Allgemeine Geschäftsbedingungen (AGB)

Diese Allgemeinen Geschäftsbedingungen (AGB) regeln die vertraglichen Beziehungen zwischen der Firma AusServis Strassendienst (nachfolgend Auftragnehmer) und ihren Kunden (nachfolgend Auftraggeber).

§ 1 Geltungsbereich

Diese AGB gelten für alle von uns durchgeführten Pannenhilfe-, Abschlepp- und Bergungsleistungen. Mit der Beauftragung erkennt der Auftraggeber diese Bedingungen an.

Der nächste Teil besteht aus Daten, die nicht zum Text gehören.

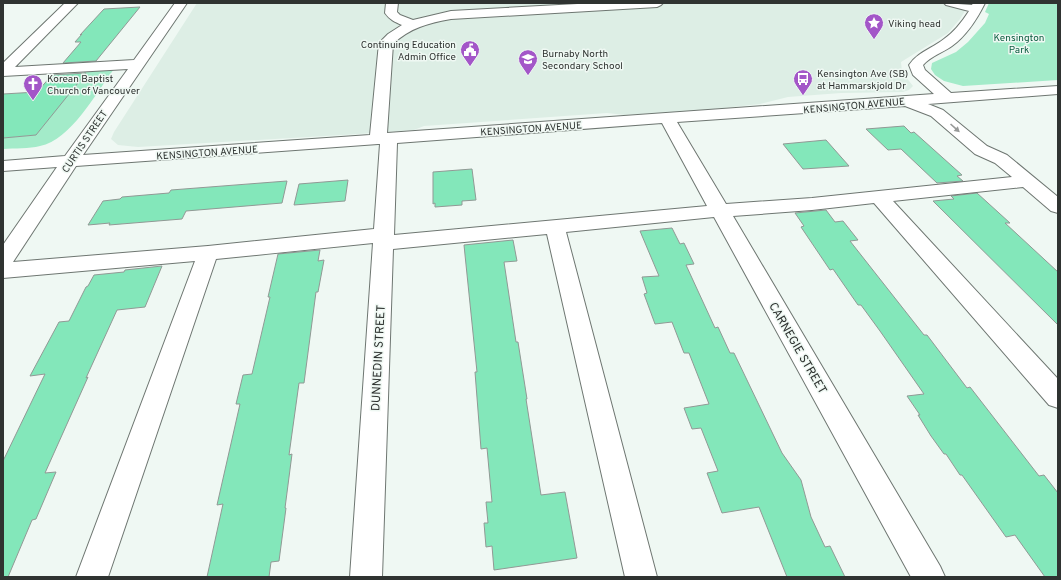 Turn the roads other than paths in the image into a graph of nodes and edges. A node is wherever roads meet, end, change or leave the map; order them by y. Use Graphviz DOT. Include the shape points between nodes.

Abweichende Bedingungen des Auftraggebers haben keine Gültigkeit, es sei denn, wir stimmen ihnen ausdrücklich schriftlich zu.

§ 2 Vertragsabschluss

Der Vertrag kommt durch die mündliche (telefonische) oder schriftliche Beauftragung durch den Auftraggeber und die Annahme durch den Auftragnehmer zustande. Der Auftragnehmer kann die Annahme des Auftrags ohne Angabe von Gründen verweigern.

§ 3 Leistungsumfang

Der Umfang der Leistung ergibt sich aus der Auftragsbeschreibung. Dies umfasst in der Regel die Pannenhilfe vor Ort, das Abschleppen zur nächstgelegenen geeigneten Werkstatt oder zu einem vom Auftraggeber gewünschten Ort. Der Auftragnehmer ist berechtigt, die Leistung durch Dritte erbringen zu lassen. Der Auftraggeber ist verpflichtet, dem Auftragnehmer alle für die Ausführung des Auftrags relevanten Informationen (z.B. Fahrzeugtyp, Art des Schadens, Standort) wahrheitsgemäß mitzuteilen.

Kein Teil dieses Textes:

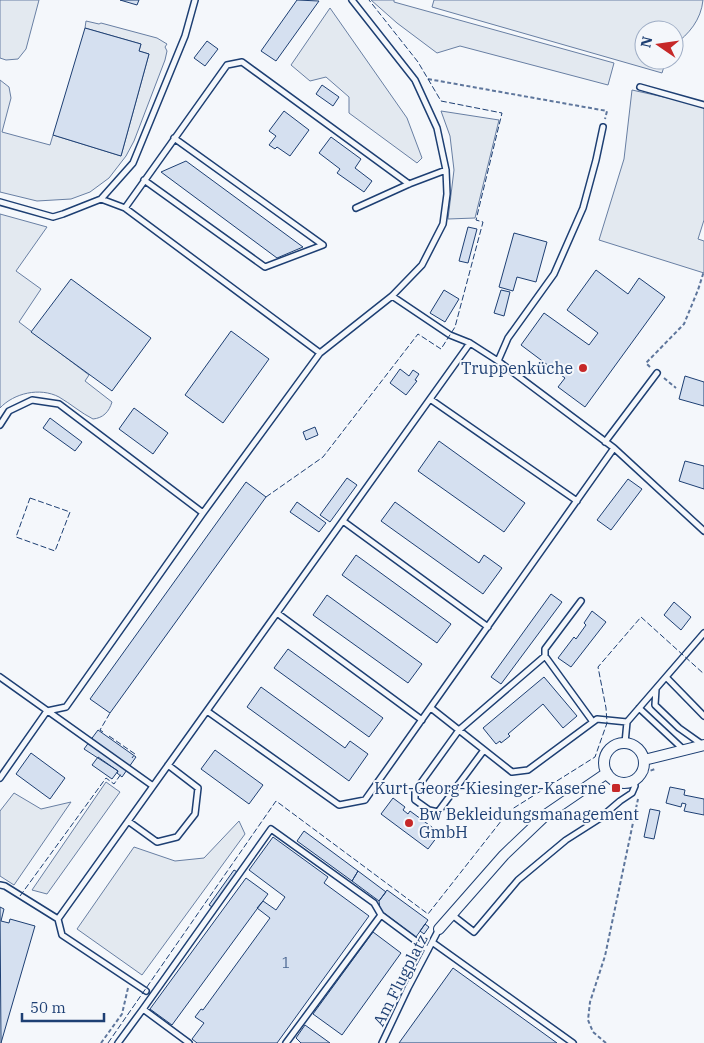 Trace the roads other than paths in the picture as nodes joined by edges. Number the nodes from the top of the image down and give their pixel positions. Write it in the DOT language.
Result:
graph roads {
  1 [pos="196,0"];
  2 [pos="352,0"];
  3 [pos="640,87"];
  4 [pos="704,105"];
  5 [pos="603,127"];
  6 [pos="174,138"];
  7 [pos="446,170"];
  8 [pos="144,180"];
  9 [pos="409,184"];
  10 [pos="102,199"];
  11 [pos="0,202"];
  12 [pos="125,208"];
  13 [pos="356,208"];
  14 [pos="392,296"];
  15 [pos="470,343"];
  16 [pos="320,353"];
  17 [pos="498,361"];
  18 [pos="657,373"];
  19 [pos="430,400"];
  20 [pos="0,425"];
  21 [pos="605,442"];
  22 [pos="614,448"];
  23 [pos="577,501"];
  24 [pos="203,514"];
  25 [pos="343,521"];
  26 [pos="704,531"];
  27 [pos="581,601"];
  28 [pos="277,613"];
  29 [pos="488,627"];
  30 [pos="704,633"];
  31 [pos="545,656"];
  32 [pos="666,676"];
  33 [pos="0,677"];
  34 [pos="656,689"];
  35 [pos="430,708"];
  36 [pos="639,708"];
  37 [pos="47,711"];
  38 [pos="207,711"];
  39 [pos="704,716"];
  40 [pos="422,720"];
  41 [pos="592,722"];
  42 [pos="627,722"];
  43 [pos="459,730"];
  44 [pos="625,743"];
  45 [pos="704,745"];
  46 [pos="484,750"];
  47 [pos="684,750"];
  48 [pos="644,760"];
  49 [pos="168,765"];
  50 [pos="607,773"];
  51 [pos="0,778"];
  52 [pos="634,783"];
  53 [pos="153,786"];
  54 [pos="128,821"];
  55 [pos="0,885"];
  56 [pos="451,914"];
  57 [pos="380,915"];
  58 [pos="58,919"];
  59 [pos="439,929"];
  60 [pos="432,942"];
  61 [pos="428,950"];
  62 [pos="146,991"];
  63 [pos="143,1009"];
  64 [pos="118,1043"];
  65 [pos="189,1043"];
  66 [pos="286,1043"];
  67 [pos="382,1043"];
  68 [pos="573,1043"];
  1 -- 10 [label="lane"];
  2 -- 7 [label="lane"];
  3 -- 4 [label="lane"];
  5 -- 17 [label="lane"];
  6 -- 8 [label="lane"];
  6 -- 8 [label="lane"];
  6 -- 9 [label="lane"];
  7 -- 9 [label="lane"];
  7 -- 14 [label="lane"];
  8 -- 12 [label="lane"];
  9 -- 13 [label="lane"];
  10 -- 11 [label="lane"];
  10 -- 12 [label="lane"];
  12 -- 16 [label="lane"];
  14 -- 15 [label="lane"];
  14 -- 16 [label="lane"];
  15 -- 17 [label="lane"];
  15 -- 19 [label="lane"];
  16 -- 24 [label="lane"];
  17 -- 21 [label="lane"];
  18 -- 21 [label="lane"];
  19 -- 23 [label="lane"];
  19 -- 25 [label="lane"];
  20 -- 24 [label="lane"];
  21 -- 22 [label="lane"];
  22 -- 23 [label="lane"];
  22 -- 26 [label="lane"];
  23 -- 29 [label="lane"];
  24 -- 37 [label="lane"];
  25 -- 28 [label="lane"];
  25 -- 29 [label="lane"];
  27 -- 31 [label="lane"];
  28 -- 38 [label="lane"];
  28 -- 40 [label="lane"];
  29 -- 35 [label="lane"];
  30 -- 32 [label="lane"];
  31 -- 41 [label="lane"];
  31 -- 43 [label="lane"];
  32 -- 34 [label="lane"];
  32 -- 39 [label="lane"];
  33 -- 37 [label="lane"];
  34 -- 36 [label="lane"];
  34 -- 45 [label="lane"];
  35 -- 40 [label="lane"];
  35 -- 43 [label="lane"];
  36 -- 42 [label="lane"];
  36 -- 47 [label="lane"];
  37 -- 51 [label="lane"];
  37 -- 53 [label="lane"];
  38 -- 40 [label="lane"];
  38 -- 49 [label="lane"];
  41 -- 42 [label="lane"];
  41 -- 46 [label="lane"];
  42 -- 44 [label="lane"];
  43 -- 46 [label="lane"];
  43 -- 46 [label="lane"];
  44 -- 48 [label="street"];
  44 -- 50 [label="street"];
  45 -- 47 [label="street"];
  47 -- 48 [label="street"];
  48 -- 52 [label="street"];
  49 -- 53 [label="lane"];
  49 -- 54 [label="lane"];
  50 -- 52 [label="street"];
  50 -- 56 [label="street"];
  52 -- 56 [label="lane"];
  53 -- 54 [label="lane"];
  54 -- 58 [label="lane"];
  55 -- 58 [label="lane"];
  56 -- 59 [label="street"];
  57 -- 61 [label="lane"];
  57 -- 63 [label="lane"];
  57 -- 66 [label="lane"];
  58 -- 62 [label="lane"];
  59 -- 60 [label="lane, Am Flugplatz"];
  60 -- 61 [label="lane, Am Flugplatz"];
  60 -- 68 [label="lane"];
  61 -- 67 [label="lane, Am Flugplatz"];
  63 -- 64 [label="lane"];
  63 -- 65 [label="lane"];
}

§ 4 Preise und Zahlungsbedingungen

Die Preise für unsere Leistungen richten sich nach unserer aktuellen Preisliste, die auf unserer Website einsehbar ist oder telefonisch erfragt werden kann. Die angegebenen Preise sind Bruttopreise inklusive der gesetzlichen Mehrwertsteuer. Die Zahlung ist sofort nach Leistungserbringung in bar oder per EC-/Kreditkarte fällig, sofern nichts anderes vereinbart wurde. Bei Zahlungsverzug sind wir berechtigt, Verzugszinsen in gesetzlicher Höhe zu fordern.

§ 5 Haftung

Der Auftragnehmer haftet für Schäden, die durch ihn oder seine Erfüllungsgehilfen vorsätzlich oder grob fahrlässig verursacht wurden. Die Haftung für leichte Fahrlässigkeit ist ausgeschlossen, es sei denn, es handelt sich um die Verletzung von wesentlichen Vertragspflichten (Kardinalpflichten), Leben, Körper oder Gesundheit. Für Schäden, die bereits vor der Auftragsannahme am Fahrzeug vorhanden waren, wird keine Haftung übernommen. Der Auftraggeber ist verpflichtet, den Auftragnehmer auf besondere Risiken (z.B. Vorschäden, Tieferlegung, besondere Lackierungen) hinzuweisen. Für im Fahrzeug zurückgelassene Gegenstände wird keine Haftung übernommen.

§ 6 Pflichten des Auftraggebers

Der Auftraggeber hat sicherzustellen, dass das Fahrzeug für den Auftragnehmer frei zugänglich ist. Er hat alle notwendigen Fahrzeugpapiere und Schlüssel bereitzuhalten. Entstehen durch falsche Angaben des Auftraggebers zusätzliche Kosten, so sind diese vom Auftraggeber zu tragen. Der Auftraggeber oder eine von ihm beauftragte Person muss bei der Übergabe des Fahrzeugs anwesend sein.

§ 7 Stornierung

Storniert der Auftraggeber den Auftrag, nachdem der Auftragnehmer bereits auf dem Weg zum Einsatzort ist, so ist der Auftragnehmer berechtigt, eine Aufwandsentschädigung in Höhe einer Pauschale für die Anfahrt zu berechnen.

§ 8 Gerichtsstand und anwendbares Recht

Es gilt österreichisches Recht. Gerichtsstand für alle Streitigkeiten aus diesem Vertragsverhältnis ist, soweit gesetzlich zulässig, St. Pölten.

§ 9 Salvatorische Klausel

Sollten einzelne Bestimmungen dieser AGB unwirksam sein oder werden, so wird dadurch die Wirksamkeit der übrigen Bestimmungen nicht berührt. Anstelle der unwirksamen Bestimmung tritt eine Regelung, die dem wirtschaftlichen Zweck der unwirksamen Bestimmung am nächsten kommt.